Ein Fuß wurde schon arg in Mitleidenschaft gezogen. Musste die Stellen sogar mit Schwedenbitter betupfen. Die Katzen haben herausgefunden, dass sie Schwedenbitter mögen und lecken dann gerne meine Wunden. Also kommt da dann ein Pflaster drauf.

Maritimer Mittwoch


Anlässlich des Maritimen Mittwochs gibt es heute kein Foto mit Wasser und Schiffen. Es gibt einen kleinen Rückblick in die Geschichte einer Reederei, nämlich des Lloyd Triestino. Wir konnten den prunkvollen ehemaligen Reedereisitz im vorigen Jahr in Triest bewundern.

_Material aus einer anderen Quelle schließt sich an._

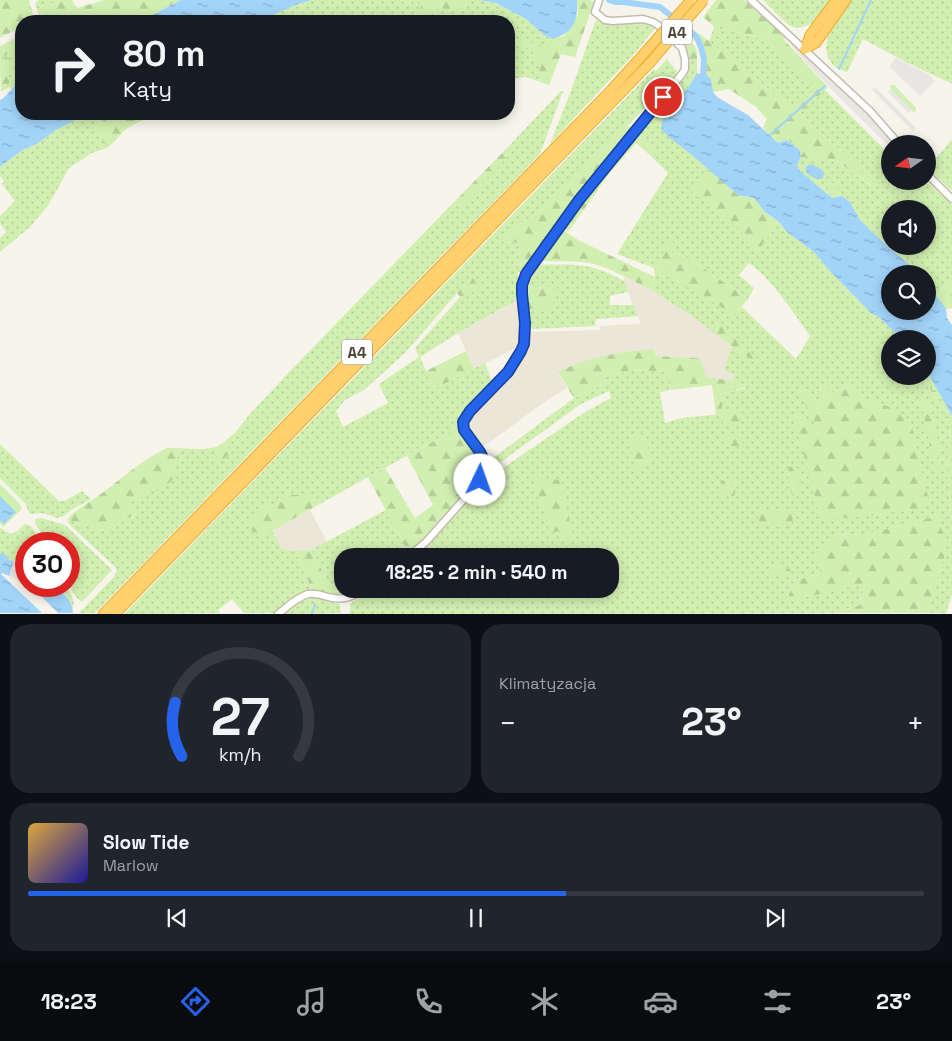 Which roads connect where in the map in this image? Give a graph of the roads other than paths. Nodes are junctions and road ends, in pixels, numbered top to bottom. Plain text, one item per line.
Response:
1 (692, 0) edge
2 (704, 0) edge
3 (751, 0) edge
4 (836, 0) edge
5 (846, 0) edge
6 (599, 1) edge
7 (805, 49) junction
8 (891, 135) edge
9 (936, 183) edge
10 (952, 199) edge
11 (419, 548) edge
12 (334, 598) edge
13 (103, 614) edge
14 (115, 614) edge
15 (278, 614) edge

1 - 13 highway, A4, bridge
2 - 14 highway, A4, bridge
3 - 7 street
4 - 7 highway
5 - 7 highway
6 - 11 street
7 - 8 street
9 - 10 street
12 - 15 street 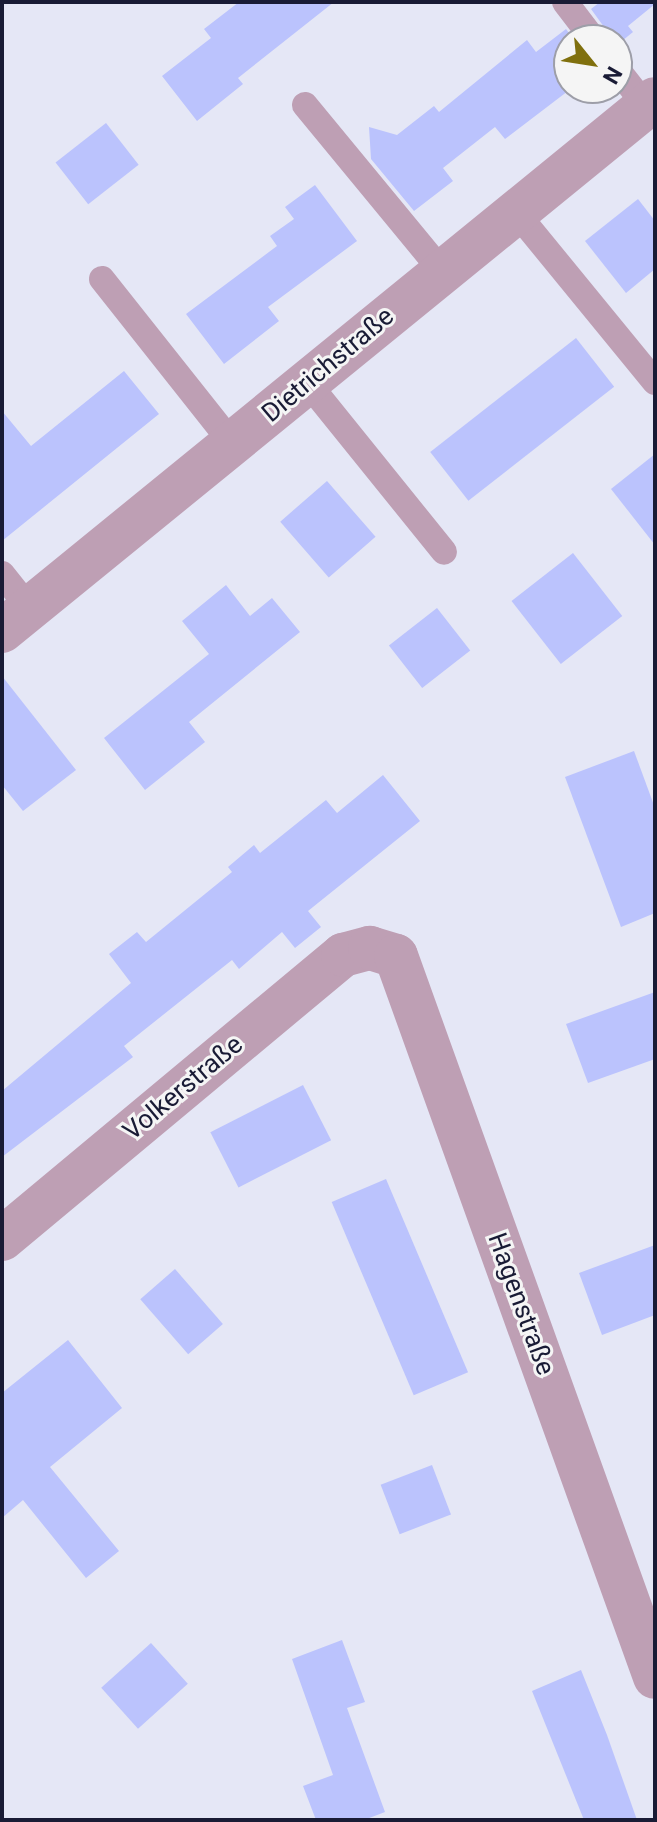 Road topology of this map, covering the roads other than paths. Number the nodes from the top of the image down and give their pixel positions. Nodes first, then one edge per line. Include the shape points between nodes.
1 (565, 2) edge
2 (582, 24) edge
3 (633, 85) edge
4 (650, 102) edge
5 (305, 105) dead end
6 (515, 211) junction
7 (442, 271) junction
8 (102, 279) dead end
9 (307, 382) junction
10 (655, 382) edge
11 (233, 444) junction
12 (444, 552) dead end
13 (2, 574) edge
14 (16, 620) edge
15 (370, 948) joint
16 (2, 1239) edge
17 (655, 1677) edge

1 - 2 lane
3 - 4 lane
4 - 6 street, Dietrichstraße
5 - 7 lane
6 - 7 street, Dietrichstraße
6 - 10 lane
7 - 9 street, Dietrichstraße
8 - 11 lane
9 - 11 street, Dietrichstraße
9 - 12 lane
11 - 14 street, Dietrichstraße
13 - 14 lane
15 - 16 street, Volkerstraße via 343,955
15 - 17 street, Hagenstraße via 396,956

Der Vorläufer des Lloyd Triestino war der Österreichische Lloyd. Seinerzeit gehörte Triest zu Österreich. Als Triest 1919 Teil Italiens wurde, wurde die Reederei in Lloyd Triestino di Navigazione umbenannt, kurz Lloyd Triestino. Im Jahr 2006 gab es eine Namensänderung in Italia Marittima di Navigazione, Kurzform Italia Marittima.

Die Reederei residiert heute an anderer Stelle in Triest. In dem ehemaligen Reedereigebäude an der Piazza Unità d’Italia, mit Brunnen an der Fassade, ist heute die regionale Regierung untergebracht.

Mein ehemaliger Arbeitgeber hatte viele Jahre geschäftliche Verbindungen zum Österreichischen Lloyd. Die Schiffe hatten als Heimathafen, man glaubt es kaum, Wien am Heck stehen.